No Tribunal da Relação, em 06 de fevereiro de 2025, o Autor veio requerer a junção da certidão da sentença proferida em 24 de outubro de 2024, no Processo Comum (Tribunal Singular) ..., sem nota de trânsito em julgado.

Em regra, os documentos destinados a fazer prova dos fundamentos da ação ou da defesa devem ser apresentados com o articulado em que se aleguem os factos correspondentes, como decorre do art.º 423º/1 CPC.

A parte pode ainda juntar documentos até 20 dias antes da data em que se realize a audiência final ficando neste caso sujeito ao pagamento de multa, como se prevê no art.º 423º/2 CPC.

Contudo, da conjugação do art.º 423º/3 e 425º CPC, resulta que pode ser requerida a junção dos documentos até ao encerramento da discussão em 1ª instância, quando a apresentação não tenha sido possível até ao momento previsto no nº2 do art.º 423º, bem como aqueles cuja apresentação se tenha tornado necessária em virtude de ocorrência posterior.

Este regime previsto no nosso sistema jurídico desde o Código de Processo Civil de 1939, assenta os seus fundamentos nos princípios da economia processual e da boa-fé processual. Pretende-se que por motivos de ordem e disciplina processual, que quem afirma um facto ofereça desde logo, se puder, a prova documental das suas afirmações, habilitando a parte contrária a tomar posição sobre os factos de forma informada[2].

A possibilidade de apresentar os documentos até ao encerramento da discussão em 1ª instância decorre do princípio de que o juiz deve julgar segundo a verdade.

Daqui resulta que não apresentando a parte o documento com o articulado, como era seu ónus, não fica impedida de o fazer em momento posterior, até ao encerramento da discussão em 1ª instância.

Como se prevê no art.º 425º CPC depois do encerramento da discussão, em sede de recurso, só são admitidos os documentos cuja apresentação não tenha sido possível até aquele momento.

Como observava ALBERTO DOS REIS: “[c]oncilia-se assim o princípio de disciplina processual que postula o oferecimento imediato de documentos, com o princípio de justiça segundo o qual a decisão deve ser a expressão, tão perfeita e completa quanto possível, da verdade dos factos que interessam ao litígio”[3].

A junção de documentos em sede de recurso está, contudo, subordinada ao critério estabelecido no art.º 651º CPC, no qual se determina que:

“As partes apenas podem juntar documentos às alegações nas situações excecionais a que se refere o art.º 425º ou no caso de a junção se ter tornado necessária em virtude do julgamento proferido na 1ª instância”.

Dispõe o art.º 425ºCPC:

“Depois do encerramento da discussão só são admitidos, no caso de recurso, os documentos cuja apresentação não tenha sido possível até aquele momento”.

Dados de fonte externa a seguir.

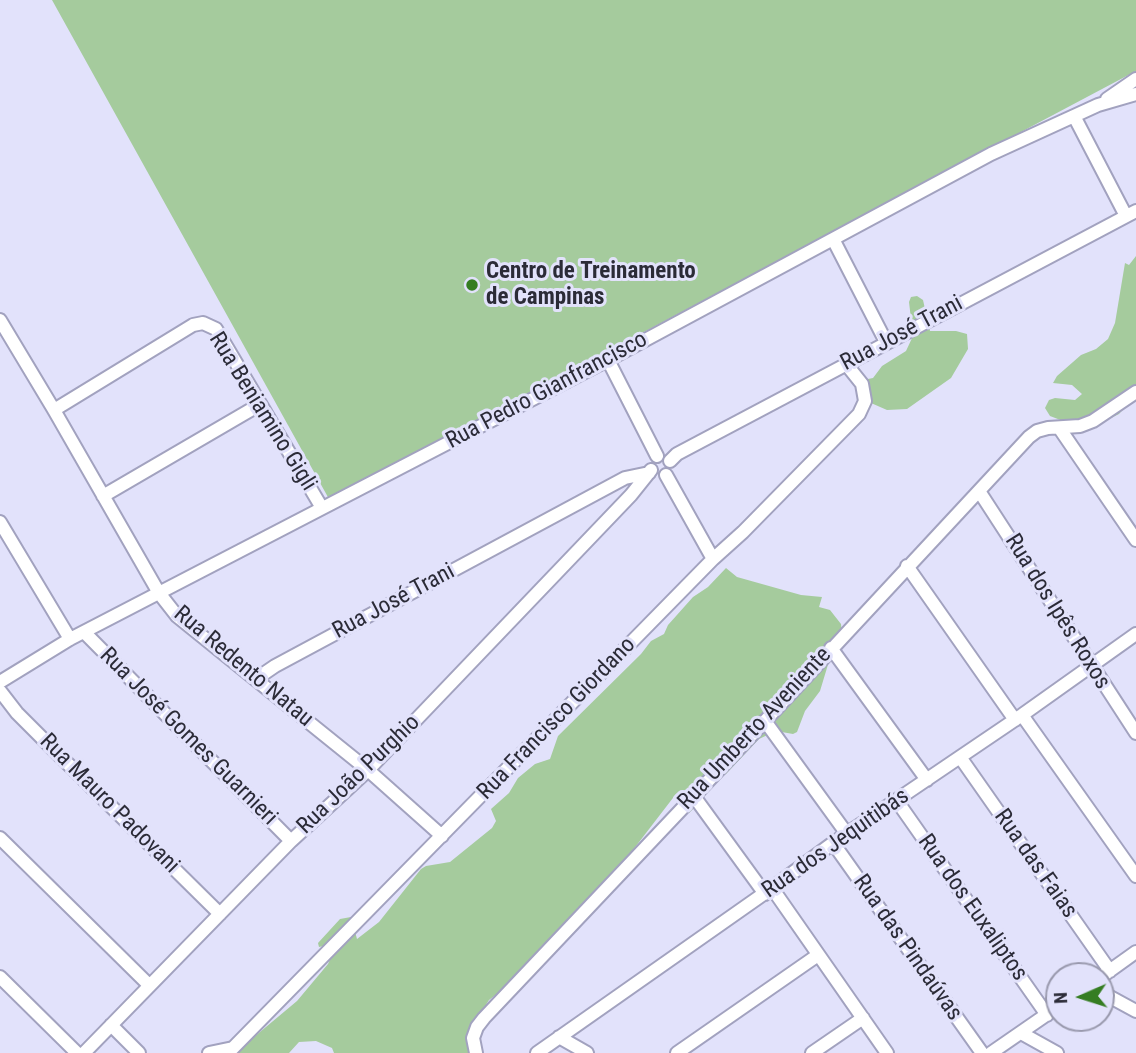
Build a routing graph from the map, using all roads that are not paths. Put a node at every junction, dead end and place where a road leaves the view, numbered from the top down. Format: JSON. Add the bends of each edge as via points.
{"nodes":[{"id":1,"x":1136,"y":79,"type":"edge"},
{"id":2,"x":1136,"y":94,"type":"edge"},
{"id":3,"x":1098,"y":105,"type":"junction"},
{"id":4,"x":1074,"y":116,"type":"junction"},
{"id":5,"x":1131,"y":214,"type":"edge"},
{"id":6,"x":833,"y":239,"type":"junction"},
{"id":7,"x":0,"y":320,"type":"edge"},
{"id":8,"x":886,"y":342,"type":"junction"},
{"id":9,"x":608,"y":360,"type":"junction"},
{"id":10,"x":846,"y":365,"type":"junction"},
{"id":11,"x":1136,"y":392,"type":"edge"},
{"id":12,"x":260,"y":405,"type":"junction"},
{"id":13,"x":54,"y":410,"type":"junction"},
{"id":14,"x":1060,"y":429,"type":"junction"},
{"id":15,"x":657,"y":456,"type":"junction"},
{"id":16,"x":670,"y":461,"type":"junction"},
{"id":17,"x":656,"y":473,"type":"junction"},
{"id":18,"x":608,"y":488,"type":"junction"},
{"id":19,"x":979,"y":491,"type":"junction"},
{"id":20,"x":631,"y":495,"type":"junction"},
{"id":21,"x":103,"y":496,"type":"junction"},
{"id":22,"x":322,"y":508,"type":"junction"},
{"id":23,"x":0,"y":522,"type":"edge"},
{"id":24,"x":1136,"y":540,"type":"edge"},
{"id":25,"x":713,"y":559,"type":"junction"},
{"id":26,"x":907,"y":566,"type":"junction"},
{"id":27,"x":159,"y":593,"type":"junction"},
{"id":28,"x":84,"y":632,"type":"junction"},
{"id":29,"x":1136,"y":634,"type":"edge"},
{"id":30,"x":69,"y":639,"type":"junction"},
{"id":31,"x":831,"y":648,"type":"junction"},
{"id":32,"x":1093,"y":664,"type":"junction"},
{"id":33,"x":256,"y":679,"type":"junction"},
{"id":34,"x":0,"y":682,"type":"edge"},
{"id":35,"x":0,"y":691,"type":"edge"},
{"id":36,"x":1018,"y":718,"type":"junction"},
{"id":37,"x":765,"y":722,"type":"junction"},
{"id":38,"x":1136,"y":733,"type":"edge"},
{"id":39,"x":960,"y":757,"type":"junction"},
{"id":40,"x":368,"y":770,"type":"junction"},
{"id":41,"x":928,"y":780,"type":"junction"},
{"id":42,"x":694,"y":795,"type":"junction"},
{"id":43,"x":897,"y":801,"type":"junction"},
{"id":44,"x":847,"y":834,"type":"junction"},
{"id":45,"x":442,"y":836,"type":"junction"},
{"id":46,"x":0,"y":838,"type":"edge"},
{"id":47,"x":291,"y":841,"type":"junction"},
{"id":48,"x":833,"y":843,"type":"junction"},
{"id":49,"x":1136,"y":876,"type":"edge"},
{"id":50,"x":768,"y":891,"type":"junction"},
{"id":51,"x":220,"y":914,"type":"junction"},
{"id":52,"x":1136,"y":952,"type":"edge"},
{"id":53,"x":818,"y":955,"type":"junction"},
{"id":54,"x":1097,"y":962,"type":"edge"},
{"id":55,"x":1115,"y":967,"type":"edge"},
{"id":56,"x":0,"y":977,"type":"edge"},
{"id":57,"x":149,"y":985,"type":"junction"},
{"id":58,"x":1115,"y":1000,"type":"edge"},
{"id":59,"x":1136,"y":1011,"type":"edge"},
{"id":60,"x":1045,"y":1012,"type":"edge"},
{"id":61,"x":1045,"y":1016,"type":"edge"},
{"id":62,"x":863,"y":1018,"type":"junction"},
{"id":63,"x":110,"y":1025,"type":"junction"},
{"id":64,"x":1021,"y":1033,"type":"junction"},
{"id":65,"x":559,"y":1037,"type":"junction"},
{"id":66,"x":77,"y":1053,"type":"edge"},
{"id":67,"x":84,"y":1053,"type":"edge"},
{"id":68,"x":139,"y":1053,"type":"edge"},
{"id":69,"x":209,"y":1053,"type":"edge"},
{"id":70,"x":476,"y":1053,"type":"edge"},
{"id":71,"x":537,"y":1053,"type":"edge"},
{"id":72,"x":587,"y":1053,"type":"edge"},
{"id":73,"x":677,"y":1053,"type":"edge"},
{"id":74,"x":811,"y":1053,"type":"edge"},
{"id":75,"x":887,"y":1053,"type":"edge"},
{"id":76,"x":982,"y":1053,"type":"edge"},
{"id":77,"x":991,"y":1053,"type":"edge"},
{"id":78,"x":1057,"y":1053,"type":"edge"}],
"edges":[{"from":1,"to":3,"type":"street","name":"Rua Pedro Gianfrancisco"},
{"from":2,"to":3,"type":"street","name":"Rua Pedro Gianfrancisco"},
{"from":3,"to":4,"type":"street","name":"Rua Pedro Gianfrancisco"},
{"from":4,"to":5,"type":"street"},
{"from":4,"to":6,"type":"street","name":"Rua Pedro Gianfrancisco","via":[[991,154]]},
{"from":5,"to":8,"type":"street","name":"Rua José Trani"},
{"from":6,"to":8,"type":"street"},
{"from":6,"to":9,"type":"street","name":"Rua Pedro Gianfrancisco"},
{"from":7,"to":13,"type":"street","name":"Rua Redento Natau"},
{"from":8,"to":10,"type":"street","name":"Rua José Trani"},
{"from":9,"to":15,"type":"street"},
{"from":9,"to":22,"type":"street","name":"Rua Pedro Gianfrancisco"},
{"from":10,"to":16,"type":"street","name":"Rua José Trani"},
{"from":10,"to":25,"type":"street","name":"Rua Francisco Giordano","via":[[862,384],[865,401],[859,414]]},
{"from":11,"to":14,"type":"street","name":"Rua Umberto Aveniente","via":[[1093,421]]},
{"from":12,"to":13,"type":"street","name":"Rua Beniamino Gigli","via":[[216,329],[203,323]]},
{"from":12,"to":21,"type":"street"},
{"from":12,"to":22,"type":"street","name":"Rua Beniamino Gigli"},
{"from":13,"to":21,"type":"street","name":"Rua Redento Natau"},
{"from":14,"to":19,"type":"street","name":"Rua Umberto Aveniente","via":[[1048,428],[1029,437]]},
{"from":14,"to":24,"type":"street"},
{"from":15,"to":16,"type":"street"},
{"from":15,"to":17,"type":"street","via":[[652,461]]},
{"from":16,"to":17,"type":"street","via":[[670,469]]},
{"from":17,"to":18,"type":"street","name":"Rua José Trani","via":[[625,478]]},
{"from":17,"to":20,"type":"street","name":"Rua João Purghio"},
{"from":17,"to":25,"type":"street"},
{"from":18,"to":20,"type":"street"},
{"from":18,"to":33,"type":"street","name":"Rua José Trani"},
{"from":19,"to":26,"type":"street","name":"Rua Umberto Aveniente"},
{"from":19,"to":32,"type":"street","name":"Rua dos Ipês Roxos"},
{"from":20,"to":40,"type":"street","name":"Rua João Purghio"},
{"from":21,"to":27,"type":"street","name":"Rua Redento Natau"},
{"from":22,"to":27,"type":"street","name":"Rua Pedro Gianfrancisco"},
{"from":23,"to":30,"type":"street"},
{"from":25,"to":45,"type":"street","name":"Rua Francisco Giordano"},
{"from":26,"to":31,"type":"street","name":"Rua Umberto Aveniente"},
{"from":26,"to":36,"type":"street"},
{"from":27,"to":28,"type":"street","name":"Rua Pedro Gianfrancisco"},
{"from":27,"to":33,"type":"street","name":"Rua Redento Natau","via":[[177,616]]},
{"from":28,"to":30,"type":"street","name":"Rua Pedro Gianfrancisco"},
{"from":28,"to":47,"type":"street","name":"Rua José Gomes Guarnieri"},
{"from":29,"to":32,"type":"street","name":"Rua dos Jequitibás"},
{"from":30,"to":34,"type":"street","name":"Rua Pedro Gianfrancisco"},
{"from":31,"to":37,"type":"street","name":"Rua Umberto Aveniente"},
{"from":31,"to":41,"type":"street"},
{"from":32,"to":36,"type":"street","name":"Rua dos Jequitibás"},
{"from":32,"to":38,"type":"street","name":"Rua dos Ipês Roxos"},
{"from":33,"to":40,"type":"street","name":"Rua Redento Natau"},
{"from":35,"to":51,"type":"street","name":"Rua Mauro Padovani"},
{"from":36,"to":39,"type":"street","name":"Rua dos Jequitibás"},
{"from":36,"to":49,"type":"street"},
{"from":37,"to":42,"type":"street","name":"Rua Umberto Aveniente"},
{"from":37,"to":44,"type":"street"},
{"from":39,"to":41,"type":"street","name":"Rua dos Jequitibás"},
{"from":39,"to":54,"type":"street","name":"Rua das Faias"},
{"from":40,"to":45,"type":"street","name":"Rua Redento Natau"},
{"from":40,"to":47,"type":"street","name":"Rua João Purghio"},
{"from":41,"to":43,"type":"street","name":"Rua dos Jequitibás"},
{"from":42,"to":50,"type":"street"},
{"from":42,"to":70,"type":"street","name":"Rua Umberto Aveniente","via":[[484,1018],[473,1038]]},
{"from":43,"to":44,"type":"street","name":"Rua dos Jequitibás"},
{"from":43,"to":60,"type":"street","name":"Rua dos Euxaliptos"},
{"from":44,"to":48,"type":"street","name":"Rua dos Jequitibás"},
{"from":45,"to":69,"type":"street","name":"Rua Francisco Giordano","via":[[233,1048]]},
{"from":46,"to":57,"type":"street"},
{"from":47,"to":51,"type":"street","name":"Rua João Purghio"},
{"from":48,"to":50,"type":"street","name":"Rua dos Jequitibás"},
{"from":48,"to":76,"type":"street","name":"Rua das Pindaúvas"},
{"from":50,"to":53,"type":"street"},
{"from":50,"to":65,"type":"street","name":"Rua dos Jequitibás"},
{"from":51,"to":57,"type":"street","name":"Rua João Purghio"},
{"from":52,"to":55,"type":"street"},
{"from":53,"to":62,"type":"street"},
{"from":53,"to":73,"type":"street"},
{"from":56,"to":66,"type":"street"},
{"from":57,"to":63,"type":"street","name":"Rua João Purghio"},
{"from":58,"to":59,"type":"street"},
{"from":61,"to":64,"type":"street"},
{"from":62,"to":74,"type":"street"},
{"from":62,"to":75,"type":"street"},
{"from":63,"to":67,"type":"street","name":"Rua João Purghio"},
{"from":63,"to":68,"type":"street"},
{"from":64,"to":77,"type":"street"},
{"from":64,"to":78,"type":"street"},
{"from":65,"to":71,"type":"street","name":"Rua dos Jequitibás"},
{"from":65,"to":72,"type":"street"}]}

Decorre deste regime que em sede de recurso, nas alegações, as partes podem juntar documentos, quando:

- a sua apresentação não tenha sido possível até esse momento – superveniência objetiva (fundada na data do facto a provar ou do documento comprovante) ou subjetiva (baseada no desconhecimento da existência do documento, na indisponibilidade dele por parte do interessado ou na necessidade de alegação e prova do facto);

- se tenha revelado necessária por virtude do julgamento proferido, maxime quando esta se revele de todo surpreendente relativamente ao que seria expectável em face dos elementos já constantes do processo[4].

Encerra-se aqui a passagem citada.